Rachbauer F, Sterzinger W, Klestil T, Krismer M, Frischhut B
Department of Orthopedics, University Innsbruck, Austria.
Arch Orthop Trauma Surg. 1994;113(5):281-4. doi: 10.1007/BF00443818.
One hundred sixty-two neonates with sonographically diagnosed developmental dysplasia of the hip (200 hips) according to the method of Graf were treated with a Pavlik harness until sonographic maturation was reached. Eight patients (12 hips) treated with closed reduction and retention in a bilateral hip spica cast were included. When the children started to walk their acetabular indices were assessed and demonstrated low-grade dysplasia in 26% and high-grade dysplasia in 6% according to the criteria of Tönnis and Brunken. We discuss the current sonographic criteria defining treatment-induced normalization and the adequacy of the length of treatment. We conclude that despite normal values at the end of treatment dysplasia may develop, which necessitates further radiological monitoring of all hips initially rated at risk on sonography. When to end monitoring, however, remains to be determined.

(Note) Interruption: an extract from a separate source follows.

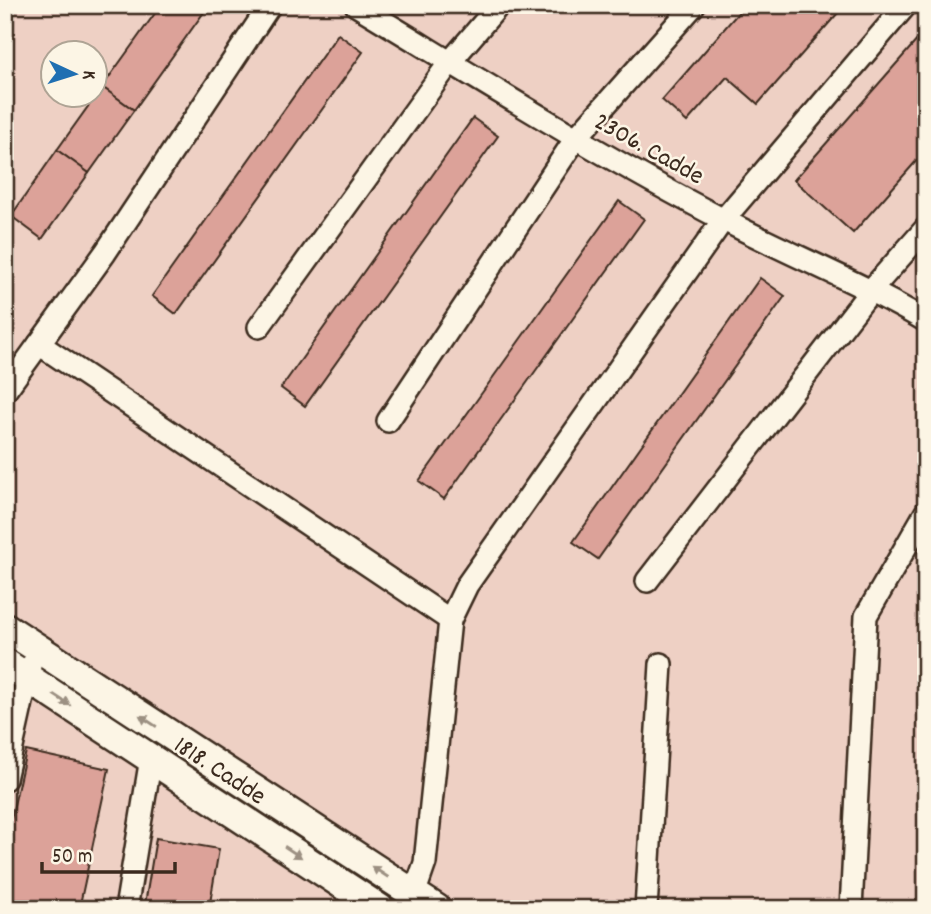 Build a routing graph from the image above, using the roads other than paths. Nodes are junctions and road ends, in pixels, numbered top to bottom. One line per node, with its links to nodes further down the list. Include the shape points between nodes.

根据格拉夫(Graf)方法经超声诊断为髋关节发育不良的162例新生儿(200个髋关节)采用帕夫利克吊带(Pavlik harness)治疗,直至超声检查显示成熟。纳入8例采用闭合复位并双侧髋人字石膏固定治疗的患儿(12个髋关节)。当患儿开始行走时,根据托尼斯(Tönnis)和布伦肯(Brunken)的标准评估其髋臼指数,结果显示26%为轻度发育不良,6%为重度发育不良。我们讨论了目前定义治疗诱导正常化的超声标准以及治疗时长的充足性。我们得出结论,尽管治疗结束时数值正常,但仍可能发生发育不良,这就需要对所有最初超声检查评定为有风险的髋关节进行进一步的放射学监测。然而,何时结束监测仍有待确定。